Our framework has three components: (i) the interface module: for the execution of proof steps (tactics) on various ITPs (see ITP Interface Repository), (ii) the proof step generation & training module: for generating proof step data and training proof step generation model, and (iii) the parallel proof search module: for using the guidance from proof step generation model to do end-to-end the proof search. The Figure below shows the interaction between our different modules.

ProofWala Framework

Quick Installation

  1. Pip install the package:
pip install proof-wala
  1. Install the itp-interface dependencies: (follow the instructions in the itp-interface repository for more details and custom version of Lean 4 and Coq installation)
install-lean-repl
install-itp-interface

Note: The above step will only install Lean 4 and interface with Lean 4. To enable both Lean 4 and Coq interface, follow the instructions in the itp-interface repository.

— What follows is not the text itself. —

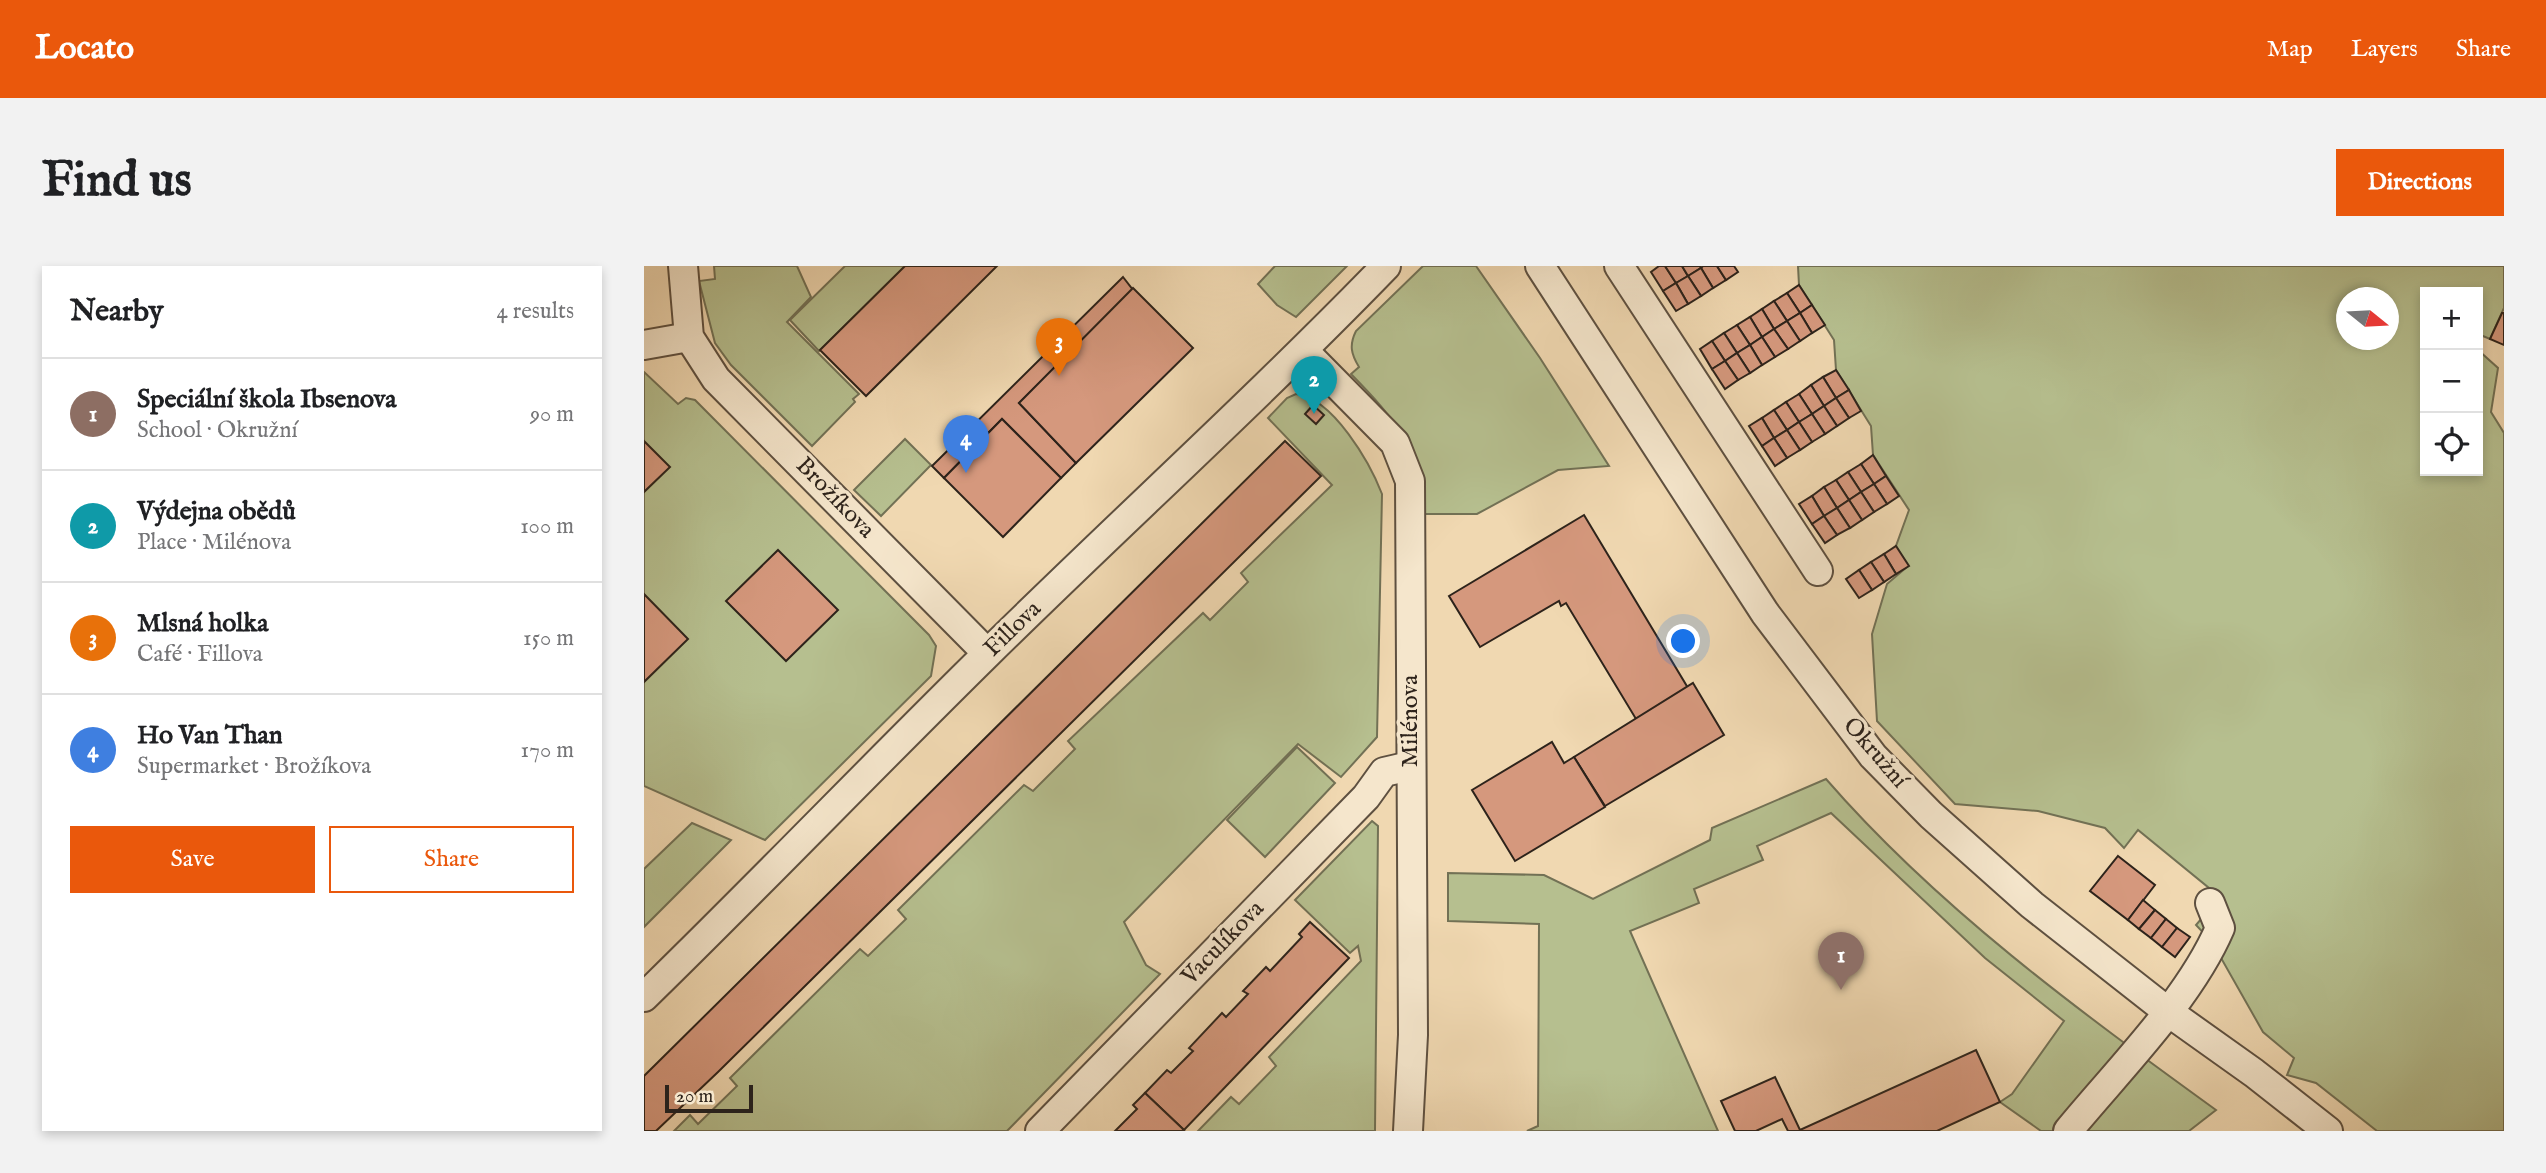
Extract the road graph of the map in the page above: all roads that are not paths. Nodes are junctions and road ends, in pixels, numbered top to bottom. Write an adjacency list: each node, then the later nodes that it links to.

  1. Install pytorch dependency. This cannot be installed via pip install proof-wala as it requires the user to install the correct version of torch based on the CUDA version and the GPU availability. (See the official pytorch website for more details). For example, to install pytorch of CUDA 12.4, run the following command:
pip install torch==2.5.0 torchvision==0.20.0 torchaudio==2.5.0 --index-url https://download.pytorch.org/whl/cu124

NOTE: The above command is for CUDA 12.4, for other CUDA versions, please refer to the pytorch website.

NOTE: For example, to install pytorch for CUDA 12.2, run the following command:

pip install torch==2.5.0 torchvision==0.20.0 torchaudio==2.5.0 --index-url https://download.pytorch.org/whl/cu121
  1. Test the installation by running the following command:
python -c "import torch; print(torch.__version__); print(torch.cuda.is_available())"
  1. If you don't want to train the model and just want to download the pre-trained model, you can download next proof step prediction model from huggingface model hub:
from transformers import AutoModelForSeq2SeqLM, AutoTokenizer
from transformers import pipeline
model_name = "amitayusht/ProofWala-Multilingual"
model = AutoModelForSeq2SeqLM.from_pretrained(model_name)
tokenizer = AutoTokenizer.from_pretrained(model_name)
pipeline = pipeline("text2text-generation", model=model, tokenizer=tokenizer, device=0) # device=0 for GPU, -1 for CPU

# Example usage
state = """
Goals to prove:
[GOALS]
[GOAL] 1
forall n : nat, n + 1 = 1 + n
[END]
"""
result = pipeline(state, max_length=100, num_return_sequences=1)
print(result[0]['generated_text'])
# Output:
# [RUN TACTIC]
# induction n; trivial.
# [END]

NOTE: Our proof step generation model is trained on the multilingual proof step data is available at the huggingface model hub.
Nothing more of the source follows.